Stored dataset items
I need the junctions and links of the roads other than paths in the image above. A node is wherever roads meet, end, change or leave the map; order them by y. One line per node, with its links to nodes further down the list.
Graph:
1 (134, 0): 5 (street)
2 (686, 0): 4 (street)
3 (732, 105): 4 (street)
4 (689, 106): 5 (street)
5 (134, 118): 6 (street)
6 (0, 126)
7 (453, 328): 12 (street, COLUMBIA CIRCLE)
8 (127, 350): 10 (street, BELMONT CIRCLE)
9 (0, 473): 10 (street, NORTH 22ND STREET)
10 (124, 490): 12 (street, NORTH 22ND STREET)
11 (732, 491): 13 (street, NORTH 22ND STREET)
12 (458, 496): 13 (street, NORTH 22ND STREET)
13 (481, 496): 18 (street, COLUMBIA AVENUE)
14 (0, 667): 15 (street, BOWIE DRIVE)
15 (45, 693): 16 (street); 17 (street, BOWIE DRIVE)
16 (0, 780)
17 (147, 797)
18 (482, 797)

▶ _AIM OF THE TASK_
Would you restate every record word for word?

▶ _RESPONSE AREA_
I need the junctions and links of the roads other than paths in the image above. A node is wherever roads meet, end, change or leave the map; order them by y. One line per node, with its links to nodes further down the list.
Graph:
1 (134, 0): 5 (street)
2 (686, 0): 4 (street)
3 (732, 105): 4 (street)
4 (689, 106): 5 (street)
5 (134, 118): 6 (street)
6 (0, 126)
7 (453, 328): 12 (street, COLUMBIA CIRCLE)
8 (127, 350): 10 (street, BELMONT CIRCLE)
9 (0, 473): 10 (street, NORTH 22ND STREET)
10 (124, 490): 12 (street, NORTH 22ND STREET)
11 (732, 491): 13 (street, NORTH 22ND STREET)
12 (458, 496): 13 (street, NORTH 22ND STREET)
13 (481, 496): 18 (street, COLUMBIA AVENUE)
14 (0, 667): 15 (street, BOWIE DRIVE)
15 (45, 693): 16 (street); 17 (street, BOWIE DRIVE)
16 (0, 780)
17 (147, 797)
18 (482, 797)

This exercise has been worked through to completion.